In the eye it is relaxed and quiet and on the outside of the storm it is dangerous and frightening. In the eye of the storm you see a man, which must be the man you see driving the car. He has made it to the eye of the storm and is placing a box into the ground, which could be some sort of measuring instrument. This makes the audience come to the conclusion that the man is a professional storm chaser. The audience would also think that out of all the vehicles in the world that he could do this job with he chose this car.
This would appeal to the audience, as they would think that the car is one hundred percent trust-worthy. The man says “drives like on rails” in the next scene, meaning that the car can’t get moved form its path by anything. This shows off the car’s manoeuvrability, which is an important factor in any type of car. The car’s manoeuvrability is shown in the next scene, when a building explodes and the car dodges the explosion and all of the debris that is expelled. The slogan for the car is presented in the next frame, ” a car you can believe in.
” This is a slogan that sums up the whole of the advert. All through the advert you see the man trusting the car completely and believing in the car, when he takes the journey of a lifetime through the twister. The next scene is the last scene of the advert and this is the scene when you eventually find out what make and model that the car is. They leave this to the end to get the audience eager to find out what the car is. It is also positioned at the end so that the audience doesn’t forget the make and model when they become gripped in the advert.
The V. W. advert starts off very wildly. The first thing you hear is some very lively and silly music which makes you expect the advert to be advertising children’s toys or something in that type of genre. The screen fills up with the writing “exotic location. ” This makes the audience change their view of the advert to holidays. The “exotic locations” is set in the middle of the screen and written in a child’s writing. The next scene shows a car diving in front of a few postcards of Torquay.
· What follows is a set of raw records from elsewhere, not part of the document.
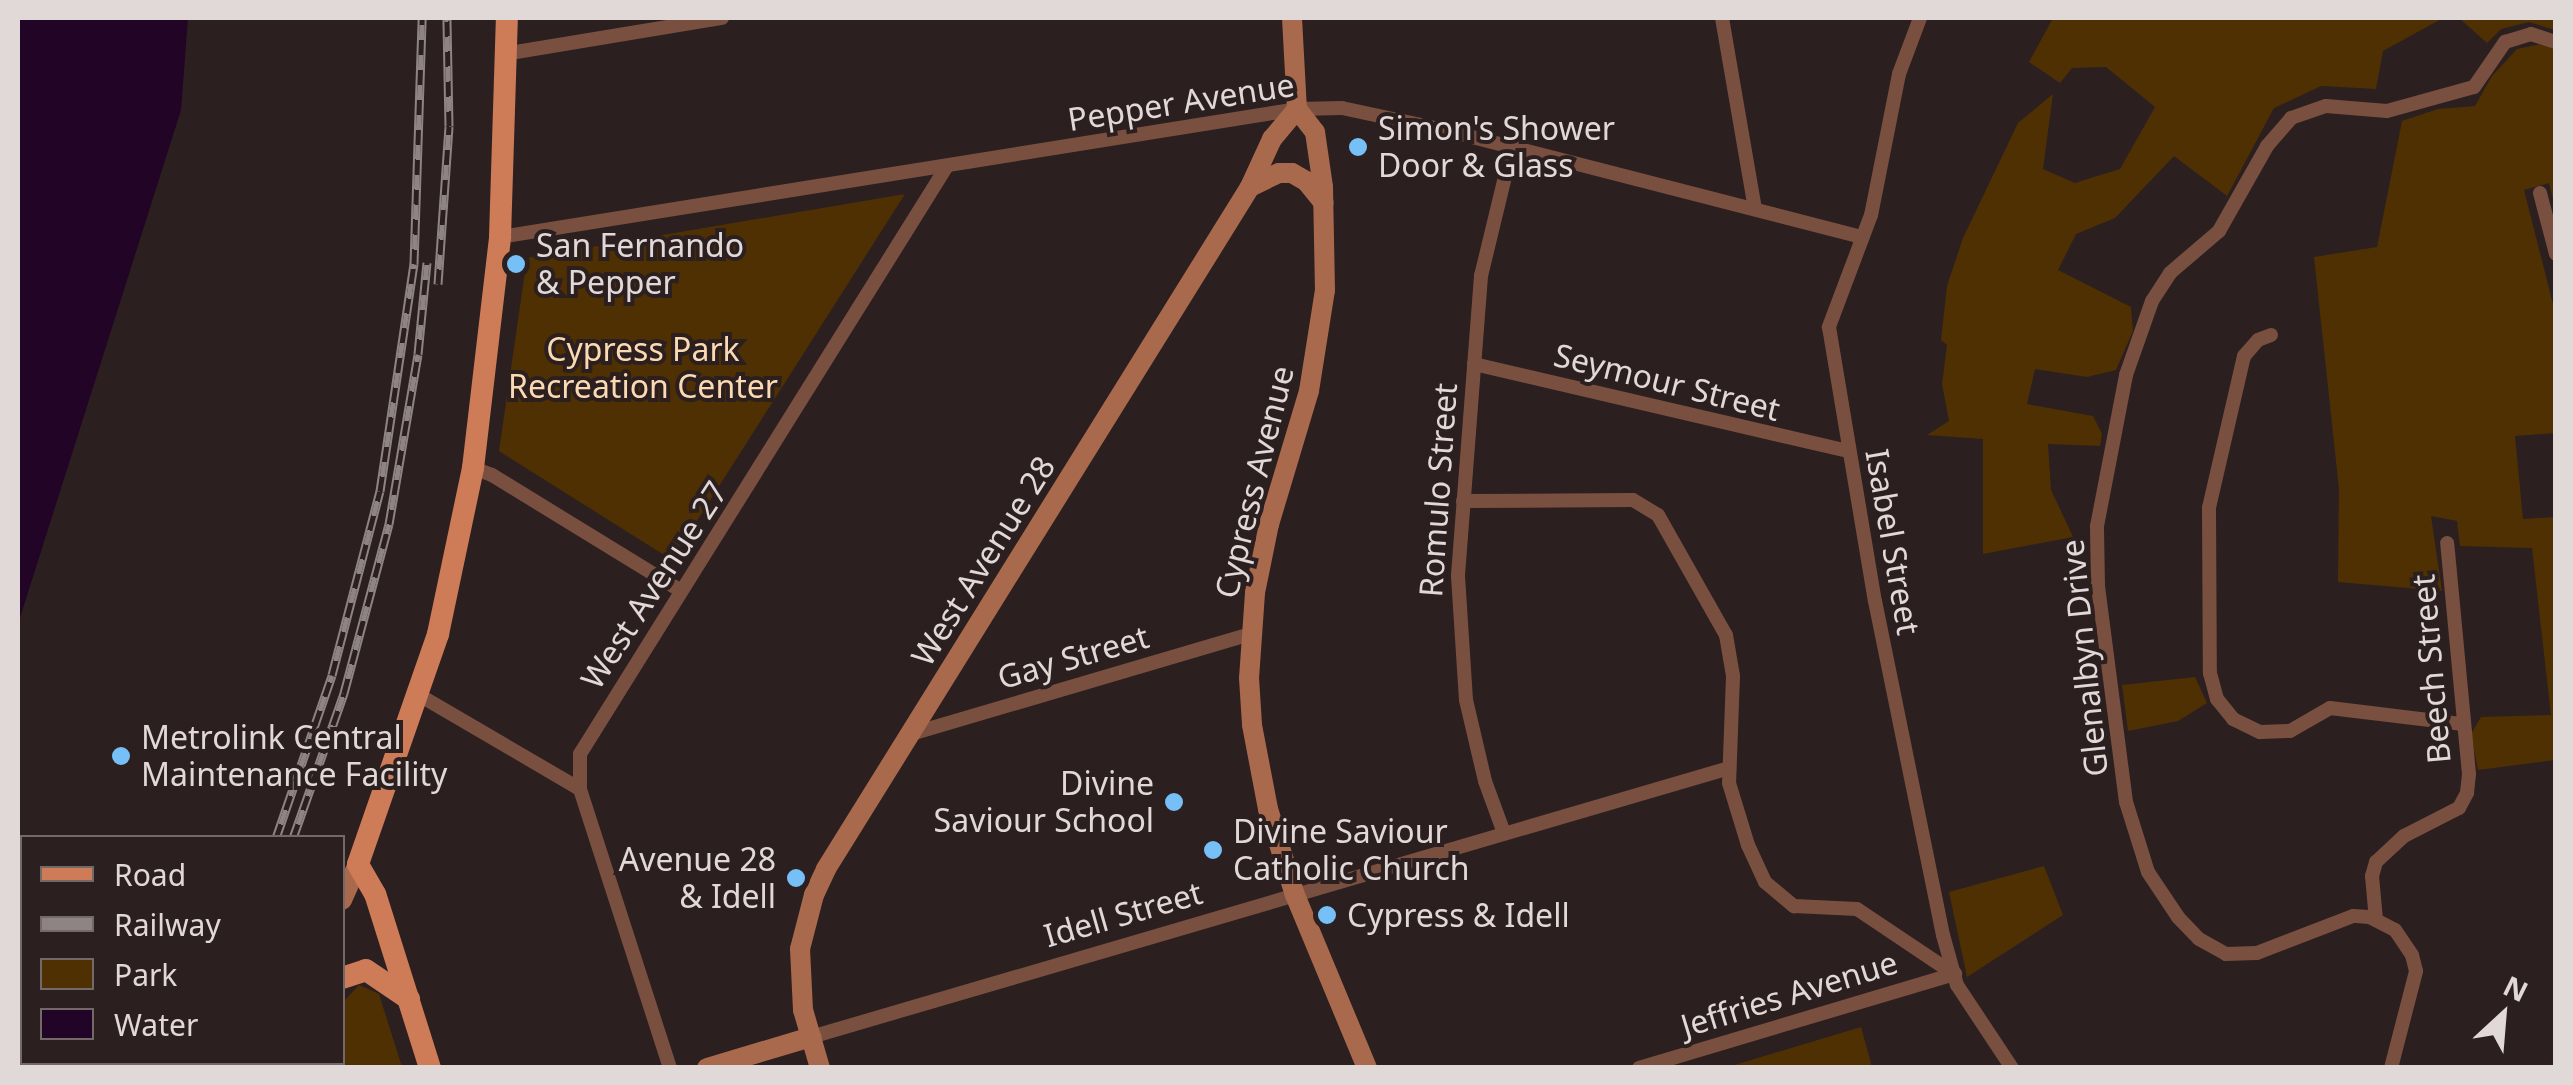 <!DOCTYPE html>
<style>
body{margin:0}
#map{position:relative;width:2573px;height:1085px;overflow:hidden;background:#2c1f1f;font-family:"Noto Sans",sans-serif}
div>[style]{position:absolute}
.green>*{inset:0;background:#4e3003}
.water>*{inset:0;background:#220426}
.street>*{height:14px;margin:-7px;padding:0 7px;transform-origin:7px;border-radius:7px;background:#79503f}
.secondary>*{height:20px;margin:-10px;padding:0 10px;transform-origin:10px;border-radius:10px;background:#a9694d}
.primary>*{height:22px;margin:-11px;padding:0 11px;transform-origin:11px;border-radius:11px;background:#ce7b58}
.rail>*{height:9px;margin-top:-4.5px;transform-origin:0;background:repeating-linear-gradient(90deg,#2c1f1f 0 15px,#8f8484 0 30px);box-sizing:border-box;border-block:2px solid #8f8484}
.dots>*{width:28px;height:28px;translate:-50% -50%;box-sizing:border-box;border:5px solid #2c1f1f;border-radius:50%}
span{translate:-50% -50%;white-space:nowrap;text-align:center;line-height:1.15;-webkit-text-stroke:8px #2c1f1f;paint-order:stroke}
.street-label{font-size:32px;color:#e1d8d8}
.poi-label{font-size:32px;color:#e1d8d8}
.left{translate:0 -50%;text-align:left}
.right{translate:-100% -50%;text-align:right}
.park-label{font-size:32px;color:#fbdab3}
.frame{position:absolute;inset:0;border:20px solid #e1d8d8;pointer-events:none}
.legend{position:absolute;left:20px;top:835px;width:325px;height:230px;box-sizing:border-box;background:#2c1f1f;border:2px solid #746969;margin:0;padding:12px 18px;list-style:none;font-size:30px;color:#e1d8d8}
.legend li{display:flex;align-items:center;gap:20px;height:50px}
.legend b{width:50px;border:2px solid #746969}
.north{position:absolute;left:2453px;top:965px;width:100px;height:100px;-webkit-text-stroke:8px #2c1f1f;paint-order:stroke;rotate:26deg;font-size:28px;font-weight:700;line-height:40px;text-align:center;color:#e1d8d8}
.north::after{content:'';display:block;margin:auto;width:35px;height:45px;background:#e1d8d8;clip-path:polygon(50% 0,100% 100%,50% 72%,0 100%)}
</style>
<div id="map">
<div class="green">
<div style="clip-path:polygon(2053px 18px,2443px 18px,2383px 51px,2376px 89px,2321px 86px,2274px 108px,2227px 196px,2174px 156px,2115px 218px,2076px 234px,2058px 270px,2131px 307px,2133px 331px,2116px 370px,2087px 377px,2035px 369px,2027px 404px,2093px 416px,2102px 434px,2100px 446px,2048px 444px,2051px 490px,2073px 537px,1983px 554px,1983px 439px,1927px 435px,1949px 421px,1942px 384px,1947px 345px,1941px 340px,1947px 286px,1963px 238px,2018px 123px,2053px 94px,2043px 169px,2075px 183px,2120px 169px,2155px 107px,2106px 67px,2072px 68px,2060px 83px,2029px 62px)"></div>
<div style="clip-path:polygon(2459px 18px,2555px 18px,2555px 30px,2529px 22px,2501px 29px,2487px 43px)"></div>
<div style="clip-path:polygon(2541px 44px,2555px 49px,2555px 208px,2549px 183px,2524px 190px,2555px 312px,2555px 433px,2515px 436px,2523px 519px,2555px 517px,2555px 760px,2478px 770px,2471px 734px,2481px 717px,2551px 715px,2532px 548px,2460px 546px,2457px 521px,2431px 516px,2442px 591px,2338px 582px,2339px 489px,2314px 257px,2377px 247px,2402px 121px,2438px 109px,2475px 106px,2492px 76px,2517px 49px)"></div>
<div style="clip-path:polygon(905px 194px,672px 560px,499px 451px,527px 258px)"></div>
<div style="clip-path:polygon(2195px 677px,2207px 703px,2178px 721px,2128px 731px,2122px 685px)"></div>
<div style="clip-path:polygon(2044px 866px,2063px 915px,1967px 977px,1949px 892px)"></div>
<div style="clip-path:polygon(359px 985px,379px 994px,402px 1067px,312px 1068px,314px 1063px,342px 1062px,343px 1002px)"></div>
<div style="clip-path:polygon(1861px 1027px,1872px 1067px,1728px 1067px)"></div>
</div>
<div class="water">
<div style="clip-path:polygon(18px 18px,188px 18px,181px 110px,18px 624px)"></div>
</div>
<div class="street">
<div style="left:1722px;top:18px;width:194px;rotate:80.2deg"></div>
<div style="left:1920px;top:18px;width:60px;rotate:110.6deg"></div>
<div style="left:1899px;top:74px;width:144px;rotate:101.2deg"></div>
<div style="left:1871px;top:215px;width:120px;rotate:110.6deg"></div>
<div style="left:1829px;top:327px;width:278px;rotate:80.5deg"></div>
<div style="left:1875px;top:601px;width:341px;rotate:78.5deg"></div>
<div style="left:1943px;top:935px;width:52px;rotate:74.4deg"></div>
<div style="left:1957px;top:985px;width:100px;rotate:56.5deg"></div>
<div style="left:510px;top:53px;width:215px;rotate:-9.4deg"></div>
<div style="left:2540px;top:193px;width:63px;rotate:75.3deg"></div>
<div style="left:500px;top:237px;width:807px;rotate:-9.12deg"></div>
<div style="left:1297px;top:109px;width:45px;rotate:-1.3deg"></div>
<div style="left:1342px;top:108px;width:105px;rotate:12.1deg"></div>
<div style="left:1445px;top:130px;width:431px;rotate:14.4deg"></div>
<div style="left:2271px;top:335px;width:14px;rotate:159deg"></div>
<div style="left:2258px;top:340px;width:21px;rotate:131deg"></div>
<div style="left:2244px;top:356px;width:156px;rotate:103deg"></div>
<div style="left:2209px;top:508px;width:165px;rotate:89.7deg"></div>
<div style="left:2210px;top:673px;width:27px;rotate:75deg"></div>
<div style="left:2217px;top:699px;width:26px;rotate:51deg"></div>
<div style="left:2233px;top:719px;width:30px;rotate:26deg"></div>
<div style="left:2260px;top:732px;width:30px;rotate:-2deg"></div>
<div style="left:2290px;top:731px;width:46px;rotate:-29.9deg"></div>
<div style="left:2330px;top:708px;width:134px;rotate:6.9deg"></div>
<div style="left:1474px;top:364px;width:385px;rotate:13.1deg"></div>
<div style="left:473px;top:468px;width:20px;rotate:20deg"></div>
<div style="left:492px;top:475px;width:220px;rotate:31.5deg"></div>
<div style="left:1463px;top:501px;width:170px;rotate:-0.3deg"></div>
<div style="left:1633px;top:500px;width:29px;rotate:31deg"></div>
<div style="left:1658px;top:515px;width:138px;rotate:60.5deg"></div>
<div style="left:1726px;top:635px;width:42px;rotate:80.3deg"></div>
<div style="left:1733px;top:676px;width:107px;rotate:92.1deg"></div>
<div style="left:1729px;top:783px;width:65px;rotate:73deg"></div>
<div style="left:1748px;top:845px;width:41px;rotate:65.3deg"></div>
<div style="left:1765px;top:882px;width:38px;rotate:40deg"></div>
<div style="left:1794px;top:906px;width:63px;rotate:2.7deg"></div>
<div style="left:1857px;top:909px;width:117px;rotate:33.8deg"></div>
<div style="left:419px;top:695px;width:186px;rotate:30.3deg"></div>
<div style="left:911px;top:734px;width:353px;rotate:-16.4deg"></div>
<div style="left:1504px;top:833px;width:55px;rotate:-110.1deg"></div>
<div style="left:1485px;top:781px;width:83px;rotate:-103.2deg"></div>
<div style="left:1466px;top:700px;width:125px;rotate:-93.7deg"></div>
<div style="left:1458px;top:575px;width:300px;rotate:-85.6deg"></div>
<div style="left:1481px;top:276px;width:132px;rotate:-76.4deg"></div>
<div style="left:2376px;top:920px;width:44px;rotate:-95.2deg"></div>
<div style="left:2372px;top:876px;width:15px;rotate:-74deg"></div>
<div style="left:2376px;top:862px;width:38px;rotate:-43deg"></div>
<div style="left:2404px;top:836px;width:62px;rotate:-27deg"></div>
<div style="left:2459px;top:808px;width:17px;rotate:-62deg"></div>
<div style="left:2467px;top:793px;width:19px;rotate:-84deg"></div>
<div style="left:2469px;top:774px;width:232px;rotate:-95.4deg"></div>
<div style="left:811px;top:1037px;width:957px;rotate:-16.33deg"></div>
<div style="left:670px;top:1068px;width:293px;rotate:-107.9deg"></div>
<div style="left:580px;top:789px;width:35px;rotate:-90deg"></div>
<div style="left:580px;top:754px;width:693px;rotate:-58.03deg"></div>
<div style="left:1639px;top:1068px;width:330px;rotate:-16.6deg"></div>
<div style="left:2391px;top:1068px;width:100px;rotate:-75.5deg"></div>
<div style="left:2416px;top:971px;width:16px;rotate:-104deg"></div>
<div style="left:2412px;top:955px;width:30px;rotate:-124deg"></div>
<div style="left:2395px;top:930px;width:29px;rotate:-153deg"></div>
<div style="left:2369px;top:917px;width:16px;rotate:-176deg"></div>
<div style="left:2353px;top:916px;width:103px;rotate:158.9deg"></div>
<div style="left:2257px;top:953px;width:31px;rotate:178deg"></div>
<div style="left:2226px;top:954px;width:31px;rotate:-151deg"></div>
<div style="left:2199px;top:939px;width:30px;rotate:-134deg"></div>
<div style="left:2178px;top:917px;width:54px;rotate:-123.7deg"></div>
<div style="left:2148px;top:872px;width:73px;rotate:-107.4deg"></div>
<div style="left:2126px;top:802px;width:218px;rotate:-97.4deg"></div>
<div style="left:2098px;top:586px;width:60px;rotate:-91deg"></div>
<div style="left:2097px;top:526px;width:154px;rotate:-79.1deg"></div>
<div style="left:2126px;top:375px;width:78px;rotate:-70.6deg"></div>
<div style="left:2152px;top:301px;width:33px;rotate:-57deg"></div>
<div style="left:2170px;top:273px;width:65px;rotate:-40.6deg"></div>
<div style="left:2219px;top:231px;width:98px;rotate:-60.5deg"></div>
<div style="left:2267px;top:146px;width:37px;rotate:-49deg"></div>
<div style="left:2291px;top:118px;width:37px;rotate:-19deg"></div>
<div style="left:2326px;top:106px;width:61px;rotate:4.7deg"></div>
<div style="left:2387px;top:111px;width:90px;rotate:-15.4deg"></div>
<div style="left:2474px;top:87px;width:55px;rotate:-55.4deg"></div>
<div style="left:2505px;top:42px;width:27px;rotate:-17deg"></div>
<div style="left:2531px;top:34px;width:26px;rotate:18deg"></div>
</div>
<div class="secondary">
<div style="left:1292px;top:18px;width:91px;rotate:86.9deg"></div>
<div style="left:1297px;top:109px;width:29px;rotate:52deg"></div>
<div style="left:1315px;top:132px;width:56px;rotate:81.7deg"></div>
<div style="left:1323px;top:187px;width:103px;rotate:88.9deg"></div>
<div style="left:1325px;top:290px;width:102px;rotate:99deg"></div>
<div style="left:1309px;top:391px;width:139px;rotate:106.7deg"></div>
<div style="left:1269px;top:524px;width:70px;rotate:101.5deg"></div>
<div style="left:1255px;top:593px;width:85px;rotate:94deg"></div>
<div style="left:1249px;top:678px;width:47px;rotate:86.3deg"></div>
<div style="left:1252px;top:725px;width:86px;rotate:79.2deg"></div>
<div style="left:1268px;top:809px;width:90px;rotate:72.6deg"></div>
<div style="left:1295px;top:895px;width:187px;rotate:67.4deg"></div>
<div style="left:1250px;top:187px;width:32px;rotate:-26deg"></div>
<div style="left:1279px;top:173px;width:13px"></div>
<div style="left:1292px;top:173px;width:16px;rotate:30deg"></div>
<div style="left:1306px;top:181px;width:28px;rotate:51deg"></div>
<div style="left:342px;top:900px;width:39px;rotate:-66deg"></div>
<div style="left:268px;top:1068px;width:7px;rotate:-63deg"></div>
<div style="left:707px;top:1068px;width:109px;rotate:-16.6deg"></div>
<div style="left:820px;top:1068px;width:60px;rotate:-106.3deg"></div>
<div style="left:803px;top:1010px;width:61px;rotate:-92.8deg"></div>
<div style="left:800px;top:949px;width:56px;rotate:-75.5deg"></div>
<div style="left:814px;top:895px;width:29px;rotate:-65deg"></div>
<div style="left:826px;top:869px;width:803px;rotate:-58.13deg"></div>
<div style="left:1250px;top:187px;width:53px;rotate:-65.4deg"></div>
<div style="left:1272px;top:139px;width:39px;rotate:-50deg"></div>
</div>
<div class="primary">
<div style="left:342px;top:978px;width:25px;rotate:-18deg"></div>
<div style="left:366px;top:970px;width:52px;rotate:34deg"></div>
<div style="left:430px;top:1068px;width:182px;rotate:-107.5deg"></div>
<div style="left:375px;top:894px;width:34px;rotate:-120deg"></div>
<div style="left:358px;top:864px;width:244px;rotate:-70.8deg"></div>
<div style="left:438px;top:634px;width:170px;rotate:-78.1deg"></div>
<div style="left:473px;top:468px;width:233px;rotate:-83.3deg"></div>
<div style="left:500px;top:237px;width:219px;rotate:-88.2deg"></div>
</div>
<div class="rail">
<div style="left:438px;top:284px;width:158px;rotate:-86deg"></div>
<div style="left:449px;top:126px;width:108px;rotate:-91.1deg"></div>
<div style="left:276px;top:838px;width:172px;rotate:-71deg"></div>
<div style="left:332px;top:675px;width:190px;rotate:-75.4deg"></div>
<div style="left:380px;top:491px;width:230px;rotate:-81.5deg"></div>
<div style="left:414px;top:264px;width:246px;rotate:-88.1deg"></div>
<div style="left:293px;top:838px;width:154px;rotate:-70.6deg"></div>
<div style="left:344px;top:693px;width:175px;rotate:-75.1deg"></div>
<div style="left:389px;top:524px;width:172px;rotate:-80.3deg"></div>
<div style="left:418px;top:354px;width:92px;rotate:-84.4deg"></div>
<div style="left:185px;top:1068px;width:7px;rotate:-63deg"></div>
</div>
<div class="dots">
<div style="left:1358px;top:147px;background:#76c0f7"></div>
<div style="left:516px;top:264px;background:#76c0f7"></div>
<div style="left:121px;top:756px;background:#76c0f7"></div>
<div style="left:1174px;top:802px;background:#76c0f7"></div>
<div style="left:1213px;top:850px;background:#76c0f7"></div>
<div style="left:796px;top:878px;background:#76c0f7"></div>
<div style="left:1327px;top:915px;background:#76c0f7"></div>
</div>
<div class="street-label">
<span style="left:1181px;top:102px;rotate:-9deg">Pepper Avenue</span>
<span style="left:1667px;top:382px;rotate:14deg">Seymour Street</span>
<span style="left:1254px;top:482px;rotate:-76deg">Cypress Avenue</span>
<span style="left:1438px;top:490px;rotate:-86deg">Romulo Street</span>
<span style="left:1893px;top:542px;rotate:80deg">Isabel Street</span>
<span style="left:983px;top:561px;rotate:-58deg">West Avenue 28</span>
<span style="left:654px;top:585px;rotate:-57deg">West Avenue 27</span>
<span style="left:1073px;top:657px;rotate:-16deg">Gay Street</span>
<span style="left:2084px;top:658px;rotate:-96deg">Glenalbyn Drive</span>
<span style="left:2431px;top:669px;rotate:-95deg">Beech Street</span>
<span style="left:1123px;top:914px;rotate:-16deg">Idell Street</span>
<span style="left:1789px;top:994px;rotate:-17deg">Jeffries Avenue</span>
</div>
<div class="poi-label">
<span class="left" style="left:1378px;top:147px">Simon's Shower<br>Door &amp; Glass</span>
<span class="left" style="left:536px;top:264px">San Fernando<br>&amp; Pepper</span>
<span class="left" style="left:141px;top:756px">Metrolink Central<br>Maintenance Facility</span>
<span class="right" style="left:1154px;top:802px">Divine<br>Saviour School</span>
<span class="left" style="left:1233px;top:850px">Divine Saviour<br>Catholic Church</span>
<span class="right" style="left:776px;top:878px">Avenue 28<br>&amp; Idell</span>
<span class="left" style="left:1347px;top:915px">Cypress &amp; Idell</span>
</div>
<div class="park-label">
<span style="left:643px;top:368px">Cypress Park<br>Recreation Center</span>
</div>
<div class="frame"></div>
<ul class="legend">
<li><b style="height:12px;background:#ce7b58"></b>Road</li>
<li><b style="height:12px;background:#8f8484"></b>Railway</li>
<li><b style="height:28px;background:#4e3003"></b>Park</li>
<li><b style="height:28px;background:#220426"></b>Water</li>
</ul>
<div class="north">N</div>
</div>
When you look closely at the car you can see that it is only a toy-car. Also the postcards are of Torquay and the scene before said “exotic locations. ” Torquay is the total opposite to exotic! At this point you start to think that the advert is based on the theme of comedy and the producers of the advert are “taking the mickey”. The next scene says “beautiful women. ” Again this is in child’s writing and from the last scene you can your expectations change so that you can expect ugly women. What you do see is a Barbie doll sitting on the bonnet of a toy-car.
This and the scene before strengthen the audience’s expectations of the advert to advertise cars. These scenes get the audiences expectations up and then they undermine them. “Dangerous stunts? ” is what the next scene says. Then it says “No Sir! ” This means that the people making the advert are trying to sell their product without showing any incredible stunts or death defying stunts. The scene after those states “This commercial cost the same as two years service on a new Volkswagen Golf.
” This is showing that the advert is very cheap and simple and now the audience finds out why the advert is made to look cheap and be cheap. You get shown a cheque to a V. W dealer for i?? 0. 00 by A Driver in the next scene. This means that the advert must have cost absolutely nothing to produce and that two years service on a new Volkswagen Golf costs nothing as well. The advert gives a free-phone number on a post-it note. This still all adds to the cheap and tacky theme and to show that it does the next frame says “that’s free too.
” This advert is based on the cheap theme so that it can “take the Mickey” out of the adverts that spend millions of pounds producing. Both the adverts I analysed were about cars, but they were both incredibly different and deployed a different way of advertising. The Volvo advert is showing what the car can do and how good it is, whilst the V. W advert is comical and just says how cheap the car is to service. The Volvo advert shows a lot of special effects and a thrilling story line, which is used to help show how the handling of the car and its drive quality.
The V. W advert is the total opposite of the Volvo, as it uses comedy and cheapness to get the audiences attention. This advert is basically produced to “take the Mickey” out of all the adverts that are flashy and cost millions to make as it can still get the message to the audience but with a lot less expense. In my opinion the V. W advert is the better of the two to sell cars as it stands out more from the normal advert. The Volvo advert is not very original as there is a lot of adverts which are very similar to it.